В ста метрах ниже по склону находилась сыромятня с сараями и пристройками, где можно было найти десятки укромных уголков. Гастель Этцвейн стоял в тени под аркой нижнего покоя, прислушиваясь к шорохам ночи. Он чувствовал себя странно, как бестелесный призрак. Наверху, в храме, распростершись в клубах дыма курящейся гальги, причащались к Галексису хилиты. Их редкие нечленораздельные возгласы поглощались глухими стенами, почти не нарушая тишину.

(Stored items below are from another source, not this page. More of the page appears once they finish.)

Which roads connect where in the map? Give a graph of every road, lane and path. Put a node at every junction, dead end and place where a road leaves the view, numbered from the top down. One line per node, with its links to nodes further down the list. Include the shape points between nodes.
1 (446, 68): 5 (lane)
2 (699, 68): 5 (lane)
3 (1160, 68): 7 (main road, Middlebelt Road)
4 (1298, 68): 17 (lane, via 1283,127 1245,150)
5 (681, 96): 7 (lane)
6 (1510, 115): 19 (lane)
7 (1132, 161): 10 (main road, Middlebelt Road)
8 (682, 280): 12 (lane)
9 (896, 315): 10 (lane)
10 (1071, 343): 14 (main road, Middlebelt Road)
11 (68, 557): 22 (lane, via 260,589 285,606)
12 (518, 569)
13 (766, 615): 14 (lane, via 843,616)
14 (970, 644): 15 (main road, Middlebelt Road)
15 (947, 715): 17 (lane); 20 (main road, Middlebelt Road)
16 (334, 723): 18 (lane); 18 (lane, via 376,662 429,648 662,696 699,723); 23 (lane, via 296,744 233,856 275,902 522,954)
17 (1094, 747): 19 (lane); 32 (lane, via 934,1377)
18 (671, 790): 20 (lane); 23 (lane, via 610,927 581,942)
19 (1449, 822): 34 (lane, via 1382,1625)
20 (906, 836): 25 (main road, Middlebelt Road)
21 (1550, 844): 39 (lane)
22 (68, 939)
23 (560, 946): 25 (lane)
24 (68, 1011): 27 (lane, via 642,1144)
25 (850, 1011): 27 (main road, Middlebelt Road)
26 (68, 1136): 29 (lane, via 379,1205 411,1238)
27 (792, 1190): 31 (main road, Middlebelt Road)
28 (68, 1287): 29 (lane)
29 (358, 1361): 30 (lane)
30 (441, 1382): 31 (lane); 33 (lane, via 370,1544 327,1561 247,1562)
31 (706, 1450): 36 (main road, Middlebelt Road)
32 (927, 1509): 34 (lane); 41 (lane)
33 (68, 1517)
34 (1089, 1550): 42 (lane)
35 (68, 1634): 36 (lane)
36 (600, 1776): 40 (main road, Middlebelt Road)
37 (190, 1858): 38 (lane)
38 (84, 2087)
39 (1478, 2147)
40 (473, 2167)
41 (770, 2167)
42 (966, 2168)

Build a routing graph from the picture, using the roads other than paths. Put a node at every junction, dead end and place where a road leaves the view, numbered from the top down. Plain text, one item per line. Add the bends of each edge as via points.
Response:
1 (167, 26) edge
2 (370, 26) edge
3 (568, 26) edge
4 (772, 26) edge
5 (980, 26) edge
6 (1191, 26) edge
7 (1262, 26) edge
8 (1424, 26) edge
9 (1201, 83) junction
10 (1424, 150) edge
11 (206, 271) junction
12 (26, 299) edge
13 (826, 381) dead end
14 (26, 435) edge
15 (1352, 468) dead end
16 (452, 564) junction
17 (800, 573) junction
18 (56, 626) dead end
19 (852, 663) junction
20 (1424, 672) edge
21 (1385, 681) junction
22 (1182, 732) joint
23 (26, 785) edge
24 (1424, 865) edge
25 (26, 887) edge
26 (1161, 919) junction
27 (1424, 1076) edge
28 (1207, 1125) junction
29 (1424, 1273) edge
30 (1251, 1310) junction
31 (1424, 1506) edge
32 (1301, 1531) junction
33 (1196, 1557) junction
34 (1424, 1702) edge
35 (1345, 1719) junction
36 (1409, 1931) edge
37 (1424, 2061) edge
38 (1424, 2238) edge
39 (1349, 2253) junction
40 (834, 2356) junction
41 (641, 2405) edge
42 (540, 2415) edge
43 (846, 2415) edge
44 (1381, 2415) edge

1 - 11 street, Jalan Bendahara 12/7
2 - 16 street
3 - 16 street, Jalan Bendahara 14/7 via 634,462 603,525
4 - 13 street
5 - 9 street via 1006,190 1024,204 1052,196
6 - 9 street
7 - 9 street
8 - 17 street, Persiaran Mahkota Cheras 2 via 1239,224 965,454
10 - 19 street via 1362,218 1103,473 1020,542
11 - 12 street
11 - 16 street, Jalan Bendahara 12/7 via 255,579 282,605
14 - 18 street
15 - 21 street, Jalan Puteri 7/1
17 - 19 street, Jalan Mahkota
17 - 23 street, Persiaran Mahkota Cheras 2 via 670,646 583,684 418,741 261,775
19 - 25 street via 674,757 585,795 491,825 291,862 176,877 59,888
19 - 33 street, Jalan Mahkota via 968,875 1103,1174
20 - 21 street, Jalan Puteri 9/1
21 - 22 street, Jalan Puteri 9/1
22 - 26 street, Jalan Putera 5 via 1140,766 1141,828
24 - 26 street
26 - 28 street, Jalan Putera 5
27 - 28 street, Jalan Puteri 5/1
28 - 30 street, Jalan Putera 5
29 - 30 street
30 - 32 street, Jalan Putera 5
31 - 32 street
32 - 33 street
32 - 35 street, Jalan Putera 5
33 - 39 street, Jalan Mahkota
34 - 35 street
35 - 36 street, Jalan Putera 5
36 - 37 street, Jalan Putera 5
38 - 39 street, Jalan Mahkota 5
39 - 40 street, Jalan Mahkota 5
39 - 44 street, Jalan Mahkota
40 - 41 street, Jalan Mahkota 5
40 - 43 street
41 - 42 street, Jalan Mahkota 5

Гастель Этцвейн не спешил выходить из-под арки. Торопиться было некуда. Первоочередная задача заключалась в том, чтобы сбить с толку ахульфов, способных улавливать запахи, недоступные человеческому обонянию. В том, что Оссо устроит облаву, он не сомневался. Поискав в глубине нижнего покоя, он обнаружил в углу старую рясу, служившую ветошью для удаления пыли с кафедры. Он разорвал ее пополам. Бросая на каменистую почву то одну, то другую половину рясы и перепрыгивая с одной на другую, он покинул храм и спустился с холма, не оставляя ни следов, ни запаха, способного привлечь ахульфов. Добравшись до ближайшей пристройки сыромятни, Гастель Этцвейн тихо смеялся.

Он укрылся в закоулке сарая. Положив голову на свернутую рваную рясу, он уснул.